October 20, 2017 at 12:00pm | 754 Schermerhorn Ext.
States of Emergency: The Constitutional Regime in France, Italy, Germany, Spain, the United Kingdom, Belgium and Turkey
What does emergency implies for constitutional regimes and how legal comparison can help understand it?
Eleonora Bottini, Sorbonne Law School
The state of emergency was implemented in France in November 2015 after the terrorists’ attacks in Paris and is still activated at this time. Two years after, it draws inevitably lawyers’ attention to the continuing restrictions to human rights and derogations to the separation of powers inherent to emergency laws. Based on the assumption that constitutional states cannot deal effectively with emergencies, special provisions on emergency powers are inserted in constitutions and legislations in many other democracies around the world. Those provisions are supposed to be both temporary and conservative, but those conditions are not always respected.
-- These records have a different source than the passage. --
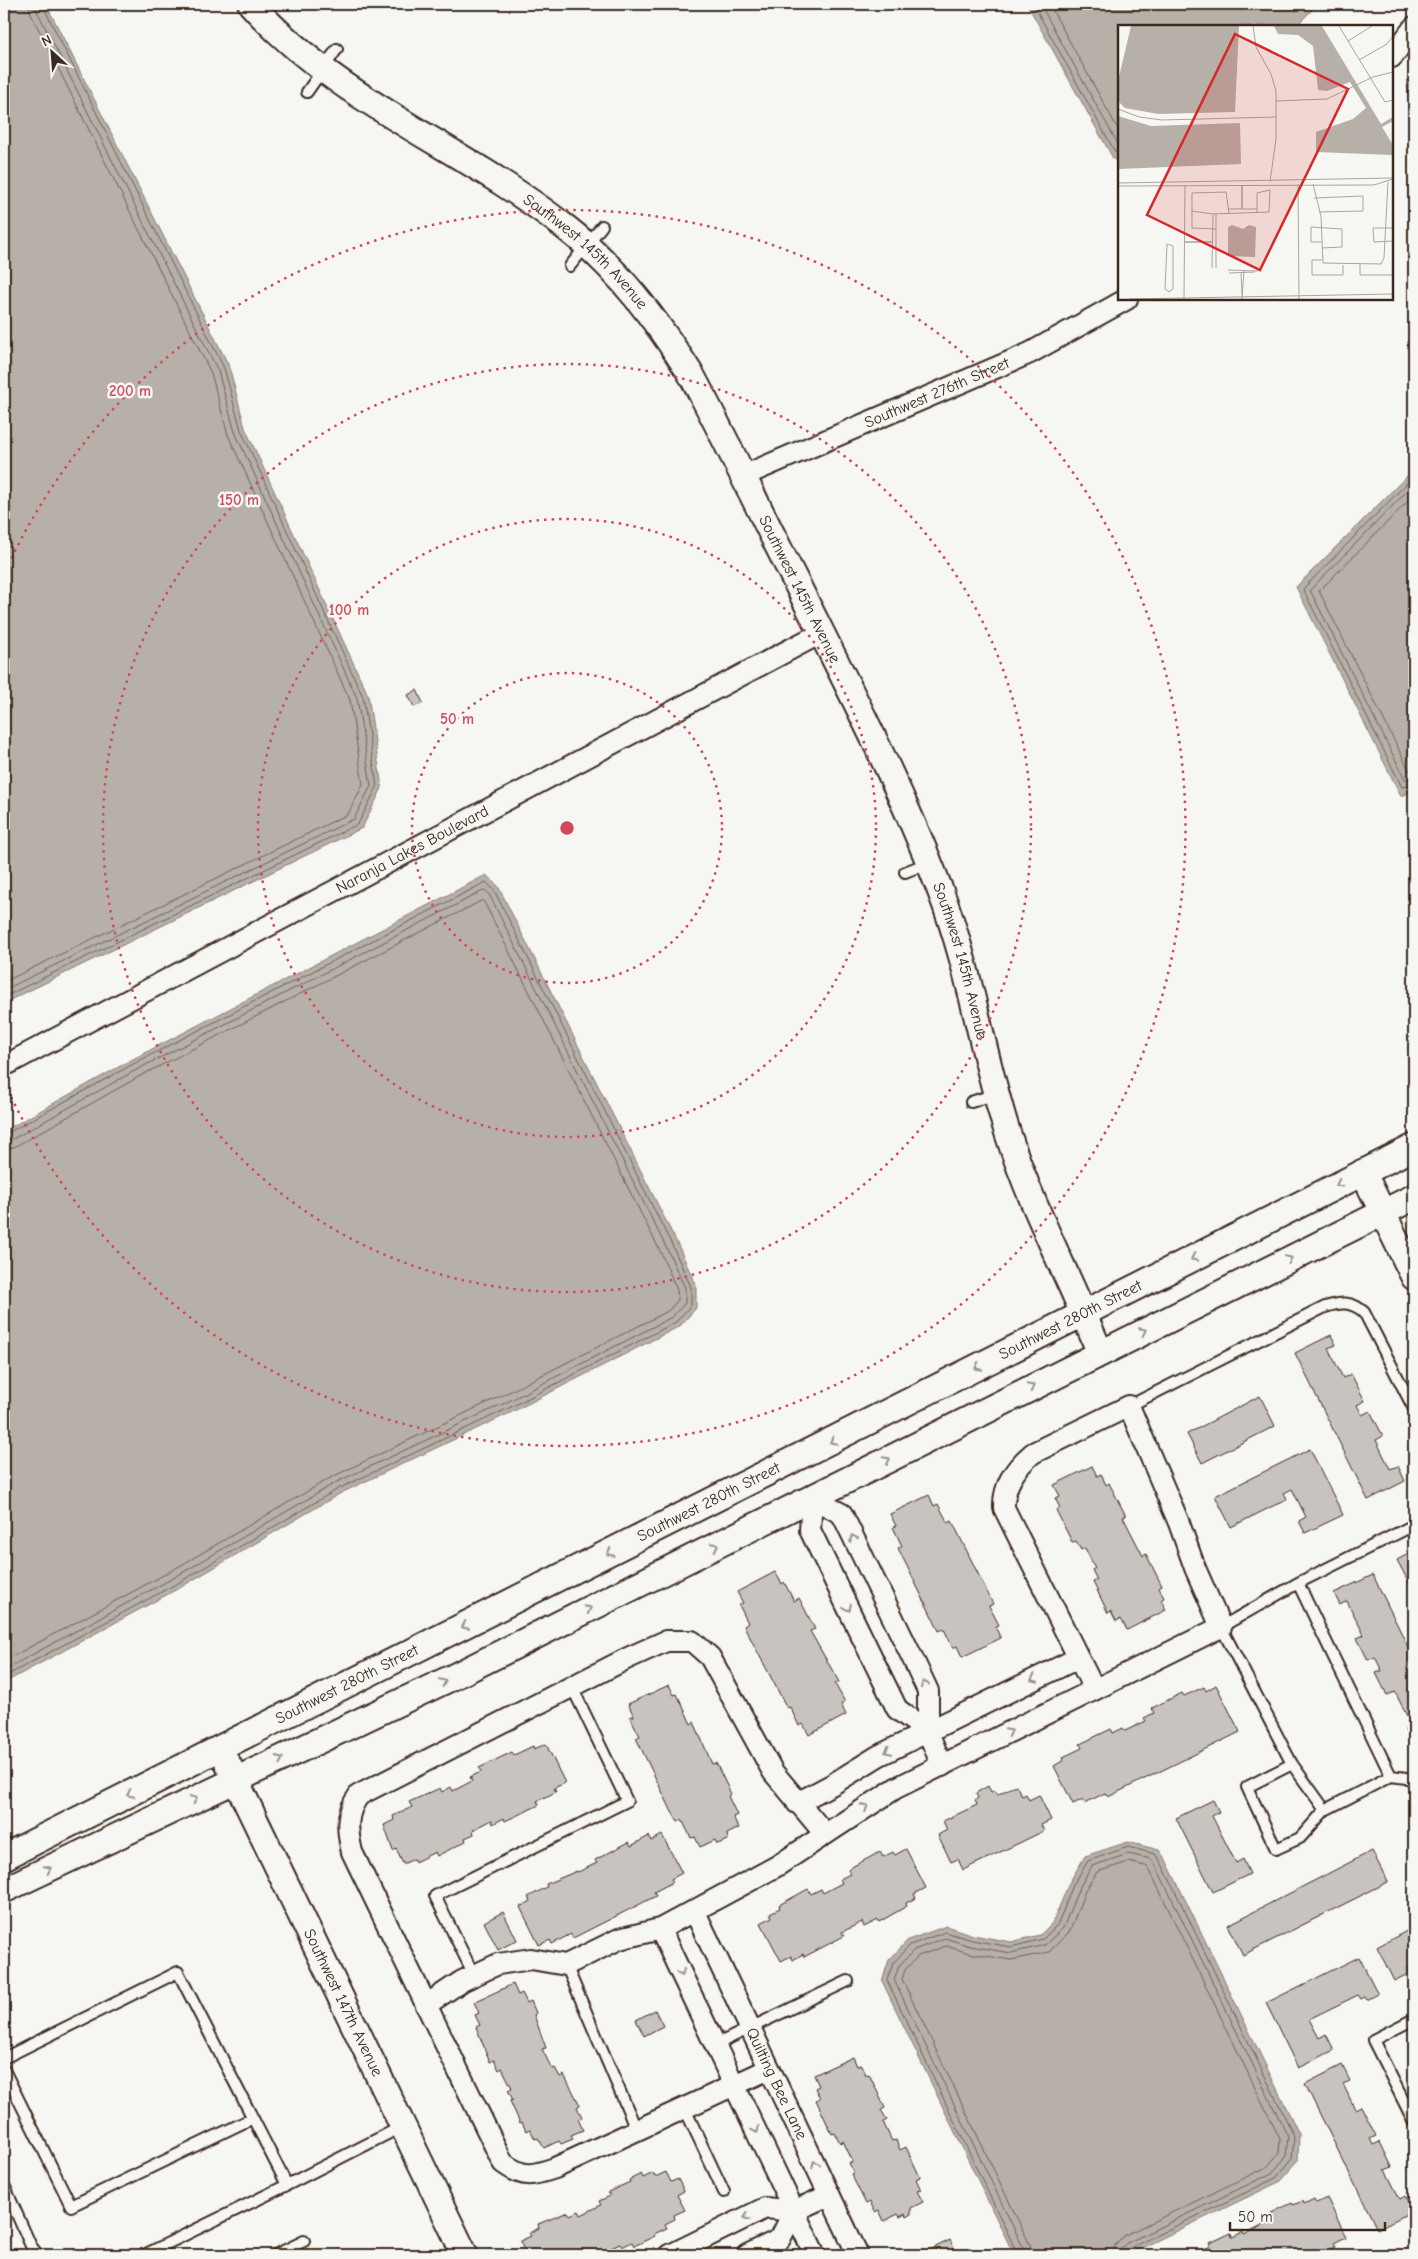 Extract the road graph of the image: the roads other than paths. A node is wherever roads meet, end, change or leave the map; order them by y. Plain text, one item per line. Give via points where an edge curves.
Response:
1 (251, 4) edge
2 (1414, 27) edge
3 (337, 49) dead end
4 (1393, 57) edge
5 (322, 69) junction
6 (307, 92) dead end
7 (602, 226) dead end
8 (585, 244) junction
9 (570, 266) dead end
10 (1125, 300) edge
11 (743, 476) junction
12 (822, 633) junction
13 (929, 862) junction
14 (905, 872) dead end
15 (4, 1066) edge
16 (996, 1094) junction
17 (971, 1102) dead end
18 (1414, 1147) edge
19 (1363, 1172) junction
20 (1414, 1197) edge
21 (1382, 1213) junction
22 (1414, 1277) edge
23 (1084, 1313) junction
24 (1100, 1353) junction
25 (1129, 1406) junction
26 (1414, 1409) edge
27 (797, 1459) junction
28 (812, 1498) junction
29 (1414, 1525) edge
30 (1298, 1583) junction
31 (1222, 1627) junction
32 (1078, 1658) junction
33 (396, 1661) junction
34 (572, 1687) junction
35 (1094, 1689) junction
36 (416, 1696) junction
37 (928, 1732) junction
38 (221, 1749) junction
39 (1292, 1764) junction
40 (942, 1766) junction
41 (1391, 1776) junction
42 (1414, 1779) edge
43 (236, 1780) junction
44 (796, 1803) junction
45 (1325, 1810) junction
46 (825, 1834) junction
47 (4, 1857) edge
48 (4, 1890) edge
49 (695, 1912) junction
50 (660, 1928) junction
51 (566, 1965) junction
52 (474, 1975) junction
53 (848, 1981) dead end
54 (426, 2005) junction
55 (1414, 2019) edge
56 (750, 2028) junction
57 (715, 2045) junction
58 (4, 2058) edge
59 (769, 2069) junction
60 (4, 2070) edge
61 (735, 2086) junction
62 (685, 2108) junction
63 (253, 2118) junction
64 (1414, 2122) edge
65 (403, 2126) junction
66 (637, 2131) junction
67 (4, 2185) edge
68 (287, 2185) junction
69 (724, 2192) dead end
70 (829, 2195) junction
71 (794, 2211) junction
72 (304, 2241) dead end
73 (150, 2254) edge
74 (38, 2255) edge
75 (275, 2255) edge
76 (465, 2255) edge
77 (670, 2255) edge
78 (747, 2255) edge
79 (815, 2255) edge
80 (858, 2255) edge

1 - 5 street, Southwest 145th Avenue
2 - 4 street
3 - 5 lane
5 - 6 lane
5 - 8 street, Southwest 145th Avenue via 352,92 524,198
7 - 8 lane
8 - 9 lane
8 - 11 street, Southwest 145th Avenue via 627,286 664,332 696,383
10 - 11 street, Southwest 276th Street via 1030,353
11 - 12 street, Southwest 145th Avenue
12 - 13 street, Southwest 145th Avenue
12 - 15 street, Naranja Lakes Boulevard
13 - 14 lane
13 - 16 street, Southwest 145th Avenue via 959,946
16 - 17 lane
16 - 23 street, Southwest 145th Avenue via 1038,1213
18 - 19 street, Southwest 280th Street
19 - 21 street
19 -> 23 street, Southwest 280th Street
20 - 21 street
21 - 22 street
24 -> 21 street
23 - 24 street, Southwest 145th Avenue
23 -> 27 street, Southwest 280th Street
28 -> 24 street
25 - 26 lane via 1341,1302 1355,1304 1364,1312
25 - 31 street via 1179,1523 1194,1568
25 - 32 street via 1034,1453 1021,1463 1004,1495 1004,1508
27 - 28 street
27 -> 33 street, Southwest 280th Street
36 -> 28 street
28 -> 37 street via 810,1530 897,1709
37 -> 28 street via 928,1691 842,1514
29 - 30 lane
30 - 31 lane
30 - 41 lane
31 - 35 street
31 - 39 lane
32 - 35 street
32 -> 37 street
33 - 36 street
33 - 38 street, Southwest 280th Street
34 - 44 street via 666,1641 692,1641 710,1657 773,1772
34 - 52 lane via 627,1801 435,1896
34 - 54 street via 359,1795 352,1806 347,1819 352,1852
40 -> 35 street
43 -> 36 street
37 - 40 street
37 -> 44 street via 878,1756
38 - 43 street, Southwest 147th Avenue
38 -> 47 street, Southwest 280th Street
39 - 45 lane
39 - 45 lane via 1247,1787 1276,1849 1300,1838
46 -> 40 street via 896,1788
41 - 42 lane
41 - 45 lane
48 -> 43 street
43 - 65 street, Southwest 147th Avenue
44 - 46 street
46 - 49 street
49 - 50 street
49 - 56 street, Quilting Bee Lane
50 - 51 street via 619,1939
50 -> 57 street
51 - 52 street via 531,1959 498,1964
51 - 66 lane
52 - 54 street
53 - 56 lane
54 - 66 street via 503,2163 517,2174 537,2174 555,2168
55 - 64 lane via 1373,2040
56 - 57 lane
56 - 59 street, Quilting Bee Lane
57 - 61 street
58 - 63 lane via 178,1972
59 - 61 street
70 -> 59 street, Quilting Bee Lane
60 - 63 lane via 71,2206
61 - 62 street
61 -> 71 street
62 - 66 street
62 - 69 lane
63 - 68 lane
65 - 68 lane
65 - 76 street, Southwest 147th Avenue
67 - 74 lane
68 - 73 lane
70 - 71 street
70 - 80 street, Quilting Bee Lane
71 -> 77 street via 765,2208
71 - 78 street via 780,2239
71 - 79 street
72 - 75 lane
We will discuss states of emergency in various European states such as France, Italy, Germany, Spain, the United Kingdom, Belgium and Turkey, as well as the role of the European Court of Human Rights in controlling those emergency legislations. The comparison aims to classify those legislations using criteria such as the legal framework (legislative or constitutional) of the emergency powers, the constitutional safeguards for the protection of some fundamental rights and the role of constitutions in dealing with emergency laws especially when they last for a considerable amount of time.